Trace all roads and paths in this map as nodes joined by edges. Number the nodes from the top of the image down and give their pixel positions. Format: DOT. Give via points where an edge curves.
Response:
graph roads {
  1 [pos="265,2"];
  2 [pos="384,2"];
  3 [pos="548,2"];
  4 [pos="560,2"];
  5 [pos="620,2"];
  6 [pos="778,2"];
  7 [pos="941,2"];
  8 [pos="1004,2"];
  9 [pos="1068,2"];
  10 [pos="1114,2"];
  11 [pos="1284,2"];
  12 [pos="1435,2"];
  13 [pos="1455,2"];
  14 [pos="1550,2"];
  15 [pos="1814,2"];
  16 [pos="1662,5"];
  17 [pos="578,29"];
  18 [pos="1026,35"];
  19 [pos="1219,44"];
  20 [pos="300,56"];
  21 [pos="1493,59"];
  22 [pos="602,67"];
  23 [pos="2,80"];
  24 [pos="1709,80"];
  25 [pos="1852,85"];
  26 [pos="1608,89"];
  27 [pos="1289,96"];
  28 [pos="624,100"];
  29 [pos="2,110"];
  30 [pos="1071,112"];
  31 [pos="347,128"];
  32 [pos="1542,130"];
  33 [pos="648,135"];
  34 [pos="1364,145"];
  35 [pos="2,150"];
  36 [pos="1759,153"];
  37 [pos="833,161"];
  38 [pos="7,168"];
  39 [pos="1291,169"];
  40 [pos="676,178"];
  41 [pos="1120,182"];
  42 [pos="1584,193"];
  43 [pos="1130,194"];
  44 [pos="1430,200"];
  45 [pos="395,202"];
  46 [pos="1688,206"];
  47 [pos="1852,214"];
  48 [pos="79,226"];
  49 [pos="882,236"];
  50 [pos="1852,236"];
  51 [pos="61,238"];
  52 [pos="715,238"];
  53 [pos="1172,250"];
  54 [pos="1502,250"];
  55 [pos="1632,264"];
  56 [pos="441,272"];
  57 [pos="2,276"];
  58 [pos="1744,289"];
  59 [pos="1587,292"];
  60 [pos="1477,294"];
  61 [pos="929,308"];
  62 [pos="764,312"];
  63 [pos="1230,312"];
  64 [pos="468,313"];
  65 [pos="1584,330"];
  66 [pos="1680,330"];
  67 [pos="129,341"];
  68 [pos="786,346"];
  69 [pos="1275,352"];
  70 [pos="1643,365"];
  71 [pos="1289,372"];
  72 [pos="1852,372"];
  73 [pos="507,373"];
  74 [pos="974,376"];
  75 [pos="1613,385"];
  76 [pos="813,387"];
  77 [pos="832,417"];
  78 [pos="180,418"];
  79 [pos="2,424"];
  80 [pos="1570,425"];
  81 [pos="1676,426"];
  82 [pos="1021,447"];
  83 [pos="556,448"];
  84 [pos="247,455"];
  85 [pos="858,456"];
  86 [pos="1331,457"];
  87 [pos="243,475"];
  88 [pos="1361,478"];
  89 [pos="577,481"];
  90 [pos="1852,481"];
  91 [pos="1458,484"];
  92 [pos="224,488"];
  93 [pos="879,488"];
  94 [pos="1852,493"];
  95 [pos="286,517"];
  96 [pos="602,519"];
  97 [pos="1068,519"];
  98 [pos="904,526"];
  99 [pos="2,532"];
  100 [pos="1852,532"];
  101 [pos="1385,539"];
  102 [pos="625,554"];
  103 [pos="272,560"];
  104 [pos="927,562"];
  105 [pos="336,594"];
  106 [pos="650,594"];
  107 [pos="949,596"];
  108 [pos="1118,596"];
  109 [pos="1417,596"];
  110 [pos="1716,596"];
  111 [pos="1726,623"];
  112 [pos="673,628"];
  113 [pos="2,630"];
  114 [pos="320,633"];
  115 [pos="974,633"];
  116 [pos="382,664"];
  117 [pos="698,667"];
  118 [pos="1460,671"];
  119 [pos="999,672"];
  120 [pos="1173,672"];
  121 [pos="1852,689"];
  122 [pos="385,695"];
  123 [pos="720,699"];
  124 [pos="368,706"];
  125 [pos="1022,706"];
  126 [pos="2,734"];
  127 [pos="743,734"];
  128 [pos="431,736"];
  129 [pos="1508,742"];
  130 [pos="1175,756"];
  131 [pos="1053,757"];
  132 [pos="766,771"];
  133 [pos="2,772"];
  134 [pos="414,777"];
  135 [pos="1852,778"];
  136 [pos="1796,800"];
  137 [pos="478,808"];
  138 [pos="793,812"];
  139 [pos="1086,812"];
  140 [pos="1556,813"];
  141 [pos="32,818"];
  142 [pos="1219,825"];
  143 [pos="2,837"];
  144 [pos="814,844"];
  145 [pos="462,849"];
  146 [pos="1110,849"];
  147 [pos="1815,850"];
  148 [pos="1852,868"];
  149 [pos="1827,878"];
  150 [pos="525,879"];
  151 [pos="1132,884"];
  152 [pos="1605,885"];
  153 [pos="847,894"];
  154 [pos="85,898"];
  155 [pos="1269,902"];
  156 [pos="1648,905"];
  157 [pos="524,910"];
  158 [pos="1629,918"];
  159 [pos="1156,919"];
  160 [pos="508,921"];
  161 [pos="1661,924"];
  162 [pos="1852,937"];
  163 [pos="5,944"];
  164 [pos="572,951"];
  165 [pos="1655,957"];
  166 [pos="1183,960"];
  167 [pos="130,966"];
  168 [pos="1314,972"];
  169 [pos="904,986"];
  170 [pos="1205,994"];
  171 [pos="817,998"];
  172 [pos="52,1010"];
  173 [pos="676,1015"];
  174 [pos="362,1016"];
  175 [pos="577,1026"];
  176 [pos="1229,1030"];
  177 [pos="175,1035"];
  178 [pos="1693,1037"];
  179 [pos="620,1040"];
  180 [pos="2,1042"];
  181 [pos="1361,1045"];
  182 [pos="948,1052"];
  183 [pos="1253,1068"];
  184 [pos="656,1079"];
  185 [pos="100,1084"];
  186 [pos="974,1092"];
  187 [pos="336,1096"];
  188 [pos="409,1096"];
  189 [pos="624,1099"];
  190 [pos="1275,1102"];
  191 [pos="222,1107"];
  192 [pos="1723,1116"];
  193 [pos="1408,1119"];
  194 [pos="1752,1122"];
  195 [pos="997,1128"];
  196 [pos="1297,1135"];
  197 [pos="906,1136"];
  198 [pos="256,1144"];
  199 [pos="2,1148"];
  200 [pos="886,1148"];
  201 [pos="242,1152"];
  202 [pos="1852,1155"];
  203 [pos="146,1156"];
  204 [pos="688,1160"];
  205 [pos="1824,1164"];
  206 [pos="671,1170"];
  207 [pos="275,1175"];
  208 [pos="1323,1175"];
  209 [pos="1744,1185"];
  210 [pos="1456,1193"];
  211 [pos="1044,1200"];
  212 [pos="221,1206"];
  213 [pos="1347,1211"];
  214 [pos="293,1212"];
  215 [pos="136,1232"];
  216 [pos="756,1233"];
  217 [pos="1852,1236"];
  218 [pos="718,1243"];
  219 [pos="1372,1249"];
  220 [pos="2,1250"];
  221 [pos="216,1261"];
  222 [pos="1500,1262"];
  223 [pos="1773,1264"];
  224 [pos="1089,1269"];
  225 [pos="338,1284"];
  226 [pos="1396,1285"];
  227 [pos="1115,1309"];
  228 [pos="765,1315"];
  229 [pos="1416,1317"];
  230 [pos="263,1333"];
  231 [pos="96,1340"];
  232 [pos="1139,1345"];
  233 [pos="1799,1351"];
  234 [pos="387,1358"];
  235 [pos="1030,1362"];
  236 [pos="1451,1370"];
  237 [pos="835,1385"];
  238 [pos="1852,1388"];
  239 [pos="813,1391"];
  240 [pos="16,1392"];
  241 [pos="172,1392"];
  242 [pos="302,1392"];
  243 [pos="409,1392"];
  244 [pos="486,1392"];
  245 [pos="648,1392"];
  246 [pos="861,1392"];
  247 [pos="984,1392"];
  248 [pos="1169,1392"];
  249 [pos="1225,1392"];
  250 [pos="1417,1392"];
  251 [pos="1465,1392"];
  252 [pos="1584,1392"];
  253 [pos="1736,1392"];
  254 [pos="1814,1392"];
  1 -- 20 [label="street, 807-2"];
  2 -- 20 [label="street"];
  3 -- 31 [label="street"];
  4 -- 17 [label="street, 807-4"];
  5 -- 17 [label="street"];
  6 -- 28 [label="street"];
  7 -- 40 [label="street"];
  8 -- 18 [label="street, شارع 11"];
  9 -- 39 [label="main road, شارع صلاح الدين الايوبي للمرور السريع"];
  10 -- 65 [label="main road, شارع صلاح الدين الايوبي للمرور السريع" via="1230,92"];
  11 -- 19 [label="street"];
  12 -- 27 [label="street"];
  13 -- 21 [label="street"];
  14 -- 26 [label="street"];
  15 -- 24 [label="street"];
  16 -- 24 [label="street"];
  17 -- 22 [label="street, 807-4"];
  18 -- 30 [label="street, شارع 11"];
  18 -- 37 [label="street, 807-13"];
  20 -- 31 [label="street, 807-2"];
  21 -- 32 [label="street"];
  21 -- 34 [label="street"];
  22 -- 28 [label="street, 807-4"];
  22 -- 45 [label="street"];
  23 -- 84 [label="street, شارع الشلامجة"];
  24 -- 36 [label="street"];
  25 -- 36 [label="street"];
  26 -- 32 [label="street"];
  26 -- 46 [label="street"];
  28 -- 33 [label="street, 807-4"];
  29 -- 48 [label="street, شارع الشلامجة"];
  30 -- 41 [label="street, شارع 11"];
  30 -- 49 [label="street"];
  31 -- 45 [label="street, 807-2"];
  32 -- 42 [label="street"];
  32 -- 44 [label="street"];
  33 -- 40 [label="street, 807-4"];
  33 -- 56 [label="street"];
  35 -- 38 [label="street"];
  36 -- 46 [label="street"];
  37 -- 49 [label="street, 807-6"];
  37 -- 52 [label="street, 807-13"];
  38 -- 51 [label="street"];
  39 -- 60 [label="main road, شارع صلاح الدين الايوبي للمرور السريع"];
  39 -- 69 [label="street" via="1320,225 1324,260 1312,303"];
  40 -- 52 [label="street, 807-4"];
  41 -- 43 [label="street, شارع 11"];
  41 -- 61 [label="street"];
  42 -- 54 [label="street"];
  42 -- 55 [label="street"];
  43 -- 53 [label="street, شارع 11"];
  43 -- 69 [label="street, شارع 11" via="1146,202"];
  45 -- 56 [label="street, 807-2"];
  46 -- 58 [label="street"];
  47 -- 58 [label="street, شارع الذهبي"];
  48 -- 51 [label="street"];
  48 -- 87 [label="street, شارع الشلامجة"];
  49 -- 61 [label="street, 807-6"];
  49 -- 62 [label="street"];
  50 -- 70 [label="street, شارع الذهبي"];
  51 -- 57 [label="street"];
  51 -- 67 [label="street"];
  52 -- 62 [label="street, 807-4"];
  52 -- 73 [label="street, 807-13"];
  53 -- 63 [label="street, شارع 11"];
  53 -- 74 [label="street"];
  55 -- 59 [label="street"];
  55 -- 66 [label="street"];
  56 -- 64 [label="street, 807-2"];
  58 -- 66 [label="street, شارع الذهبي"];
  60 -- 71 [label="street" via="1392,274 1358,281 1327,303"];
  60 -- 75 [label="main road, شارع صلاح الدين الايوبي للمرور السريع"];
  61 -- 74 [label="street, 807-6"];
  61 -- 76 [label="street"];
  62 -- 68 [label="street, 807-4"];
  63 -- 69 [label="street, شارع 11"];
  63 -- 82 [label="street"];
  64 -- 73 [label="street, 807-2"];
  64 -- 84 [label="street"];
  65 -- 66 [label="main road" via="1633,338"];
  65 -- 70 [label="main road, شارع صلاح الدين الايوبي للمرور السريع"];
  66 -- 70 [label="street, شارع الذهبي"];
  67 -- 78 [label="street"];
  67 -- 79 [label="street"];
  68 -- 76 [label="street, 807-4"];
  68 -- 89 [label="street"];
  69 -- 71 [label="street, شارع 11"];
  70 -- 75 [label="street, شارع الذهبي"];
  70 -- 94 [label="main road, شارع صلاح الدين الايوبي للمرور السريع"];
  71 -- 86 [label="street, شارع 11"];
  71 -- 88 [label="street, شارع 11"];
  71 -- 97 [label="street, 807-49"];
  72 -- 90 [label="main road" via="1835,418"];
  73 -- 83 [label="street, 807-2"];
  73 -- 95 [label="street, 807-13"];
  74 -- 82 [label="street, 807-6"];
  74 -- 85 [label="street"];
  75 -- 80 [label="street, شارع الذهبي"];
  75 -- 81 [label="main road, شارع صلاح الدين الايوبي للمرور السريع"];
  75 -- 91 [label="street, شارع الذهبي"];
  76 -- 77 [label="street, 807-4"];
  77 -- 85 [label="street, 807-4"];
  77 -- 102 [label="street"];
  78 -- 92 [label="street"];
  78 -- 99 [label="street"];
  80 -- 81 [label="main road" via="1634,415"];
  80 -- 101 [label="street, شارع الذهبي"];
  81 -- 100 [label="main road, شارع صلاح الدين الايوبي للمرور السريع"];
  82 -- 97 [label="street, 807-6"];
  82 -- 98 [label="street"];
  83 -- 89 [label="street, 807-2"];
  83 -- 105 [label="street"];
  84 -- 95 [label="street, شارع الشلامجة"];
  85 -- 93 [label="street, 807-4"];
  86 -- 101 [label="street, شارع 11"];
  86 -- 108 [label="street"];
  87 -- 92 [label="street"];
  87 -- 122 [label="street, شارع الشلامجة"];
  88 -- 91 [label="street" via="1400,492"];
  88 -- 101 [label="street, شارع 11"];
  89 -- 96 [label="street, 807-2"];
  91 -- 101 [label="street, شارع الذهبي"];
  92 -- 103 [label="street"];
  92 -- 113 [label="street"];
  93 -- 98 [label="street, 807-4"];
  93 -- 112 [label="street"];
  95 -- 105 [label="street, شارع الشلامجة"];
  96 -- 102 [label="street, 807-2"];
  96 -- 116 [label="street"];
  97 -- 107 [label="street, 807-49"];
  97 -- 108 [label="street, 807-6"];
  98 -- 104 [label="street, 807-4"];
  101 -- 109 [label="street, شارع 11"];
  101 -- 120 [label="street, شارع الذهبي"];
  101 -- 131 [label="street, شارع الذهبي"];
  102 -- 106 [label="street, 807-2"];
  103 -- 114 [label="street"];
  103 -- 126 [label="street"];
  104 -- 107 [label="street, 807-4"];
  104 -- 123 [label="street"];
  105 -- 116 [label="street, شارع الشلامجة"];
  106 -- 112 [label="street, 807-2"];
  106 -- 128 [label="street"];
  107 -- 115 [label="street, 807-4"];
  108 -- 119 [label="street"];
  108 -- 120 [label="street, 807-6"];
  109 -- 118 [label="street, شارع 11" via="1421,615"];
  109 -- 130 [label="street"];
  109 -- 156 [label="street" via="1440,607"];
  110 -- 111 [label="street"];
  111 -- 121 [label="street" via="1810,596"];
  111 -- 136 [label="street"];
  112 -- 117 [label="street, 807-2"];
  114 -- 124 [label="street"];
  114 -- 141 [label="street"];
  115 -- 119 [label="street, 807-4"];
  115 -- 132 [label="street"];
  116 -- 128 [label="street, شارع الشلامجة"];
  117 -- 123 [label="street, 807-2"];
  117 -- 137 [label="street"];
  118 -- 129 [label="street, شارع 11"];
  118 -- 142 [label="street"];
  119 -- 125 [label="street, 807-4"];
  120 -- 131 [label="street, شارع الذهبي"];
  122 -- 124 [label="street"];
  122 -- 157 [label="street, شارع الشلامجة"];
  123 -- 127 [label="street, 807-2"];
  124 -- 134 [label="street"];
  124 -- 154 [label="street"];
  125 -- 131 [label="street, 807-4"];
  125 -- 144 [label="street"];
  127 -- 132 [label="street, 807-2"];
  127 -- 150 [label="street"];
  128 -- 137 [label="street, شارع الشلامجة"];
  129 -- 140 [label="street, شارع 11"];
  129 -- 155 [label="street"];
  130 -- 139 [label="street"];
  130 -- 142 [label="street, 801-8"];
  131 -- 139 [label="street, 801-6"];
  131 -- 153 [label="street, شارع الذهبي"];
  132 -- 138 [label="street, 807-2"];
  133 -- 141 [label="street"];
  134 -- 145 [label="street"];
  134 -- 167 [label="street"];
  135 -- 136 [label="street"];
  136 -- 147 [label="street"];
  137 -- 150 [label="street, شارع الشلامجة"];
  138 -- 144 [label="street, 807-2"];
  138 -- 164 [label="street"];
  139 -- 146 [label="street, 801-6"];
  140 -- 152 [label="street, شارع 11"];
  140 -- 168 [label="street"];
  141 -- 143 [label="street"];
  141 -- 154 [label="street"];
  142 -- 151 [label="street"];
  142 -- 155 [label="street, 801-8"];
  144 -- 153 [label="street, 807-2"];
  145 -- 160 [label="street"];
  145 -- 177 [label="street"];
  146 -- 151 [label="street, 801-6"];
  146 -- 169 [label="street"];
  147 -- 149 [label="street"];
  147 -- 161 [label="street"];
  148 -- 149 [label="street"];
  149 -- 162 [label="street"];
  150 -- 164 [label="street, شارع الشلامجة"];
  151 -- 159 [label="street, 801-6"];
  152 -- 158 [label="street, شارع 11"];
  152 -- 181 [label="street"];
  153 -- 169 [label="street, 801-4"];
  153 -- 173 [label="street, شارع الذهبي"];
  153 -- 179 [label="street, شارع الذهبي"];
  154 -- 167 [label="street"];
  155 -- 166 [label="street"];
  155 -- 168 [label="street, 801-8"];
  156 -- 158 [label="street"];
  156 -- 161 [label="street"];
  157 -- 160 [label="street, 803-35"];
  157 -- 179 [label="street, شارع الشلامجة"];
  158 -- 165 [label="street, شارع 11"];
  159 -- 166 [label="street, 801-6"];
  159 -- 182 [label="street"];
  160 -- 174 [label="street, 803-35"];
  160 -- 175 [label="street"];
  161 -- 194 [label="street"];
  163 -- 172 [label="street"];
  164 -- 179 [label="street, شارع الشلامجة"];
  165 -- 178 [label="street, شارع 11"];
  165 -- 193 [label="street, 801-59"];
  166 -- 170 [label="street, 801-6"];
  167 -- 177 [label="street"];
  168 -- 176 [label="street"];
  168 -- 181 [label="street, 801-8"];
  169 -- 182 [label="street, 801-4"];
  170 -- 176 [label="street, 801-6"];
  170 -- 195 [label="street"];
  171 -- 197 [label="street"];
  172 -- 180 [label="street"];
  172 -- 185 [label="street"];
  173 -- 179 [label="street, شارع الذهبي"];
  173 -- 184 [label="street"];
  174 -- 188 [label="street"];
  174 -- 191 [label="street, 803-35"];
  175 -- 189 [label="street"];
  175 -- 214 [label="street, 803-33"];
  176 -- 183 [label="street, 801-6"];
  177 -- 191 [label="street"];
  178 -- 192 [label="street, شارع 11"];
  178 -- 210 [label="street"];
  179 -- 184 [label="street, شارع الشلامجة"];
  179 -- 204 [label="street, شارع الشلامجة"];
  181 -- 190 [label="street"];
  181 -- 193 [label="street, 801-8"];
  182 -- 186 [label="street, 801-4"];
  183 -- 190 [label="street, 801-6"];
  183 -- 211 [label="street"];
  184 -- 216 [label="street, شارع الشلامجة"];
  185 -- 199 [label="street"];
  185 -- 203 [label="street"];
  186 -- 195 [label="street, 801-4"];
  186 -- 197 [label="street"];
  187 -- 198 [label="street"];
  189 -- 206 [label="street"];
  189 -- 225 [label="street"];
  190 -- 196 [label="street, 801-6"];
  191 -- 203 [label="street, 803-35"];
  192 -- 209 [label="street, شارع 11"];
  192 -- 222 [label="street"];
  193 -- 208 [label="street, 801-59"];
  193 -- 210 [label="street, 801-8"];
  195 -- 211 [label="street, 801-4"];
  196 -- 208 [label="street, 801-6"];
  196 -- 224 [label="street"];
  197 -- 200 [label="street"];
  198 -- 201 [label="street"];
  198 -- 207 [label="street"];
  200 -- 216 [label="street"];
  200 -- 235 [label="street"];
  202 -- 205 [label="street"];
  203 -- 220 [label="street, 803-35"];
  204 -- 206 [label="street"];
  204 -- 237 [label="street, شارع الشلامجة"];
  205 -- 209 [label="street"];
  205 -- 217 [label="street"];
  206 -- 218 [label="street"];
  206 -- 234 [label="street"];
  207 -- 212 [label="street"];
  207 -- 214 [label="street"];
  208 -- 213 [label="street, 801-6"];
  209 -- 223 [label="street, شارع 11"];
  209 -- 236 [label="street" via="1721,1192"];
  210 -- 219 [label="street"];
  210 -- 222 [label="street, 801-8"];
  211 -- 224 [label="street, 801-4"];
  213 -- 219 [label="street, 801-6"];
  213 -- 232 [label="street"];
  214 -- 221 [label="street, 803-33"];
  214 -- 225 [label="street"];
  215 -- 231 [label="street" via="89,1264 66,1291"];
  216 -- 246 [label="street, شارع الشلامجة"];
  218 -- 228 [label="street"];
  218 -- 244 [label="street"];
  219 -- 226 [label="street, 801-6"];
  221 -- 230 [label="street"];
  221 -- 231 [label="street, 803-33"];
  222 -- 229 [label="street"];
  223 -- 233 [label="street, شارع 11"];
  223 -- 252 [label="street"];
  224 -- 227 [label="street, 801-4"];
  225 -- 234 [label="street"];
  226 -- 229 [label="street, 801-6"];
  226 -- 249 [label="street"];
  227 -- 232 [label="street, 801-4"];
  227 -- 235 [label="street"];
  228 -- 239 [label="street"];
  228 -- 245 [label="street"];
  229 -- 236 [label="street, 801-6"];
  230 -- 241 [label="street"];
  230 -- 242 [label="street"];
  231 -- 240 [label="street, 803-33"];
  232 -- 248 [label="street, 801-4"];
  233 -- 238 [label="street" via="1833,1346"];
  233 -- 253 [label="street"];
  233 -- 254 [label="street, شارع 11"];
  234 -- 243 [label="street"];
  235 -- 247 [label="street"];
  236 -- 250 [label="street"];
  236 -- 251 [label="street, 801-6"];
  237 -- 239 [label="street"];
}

- _WHAT TO WORK ON_
The answer must consist of every line from the records above that holds "roads".

- _OUTPUT OF THE EXERCISE_
Trace all roads and paths in this map as nodes joined by edges. Number the nodes from the top of the image down and give their pixel positions. Format: DOT. Give via points where an edge curves.
graph roads {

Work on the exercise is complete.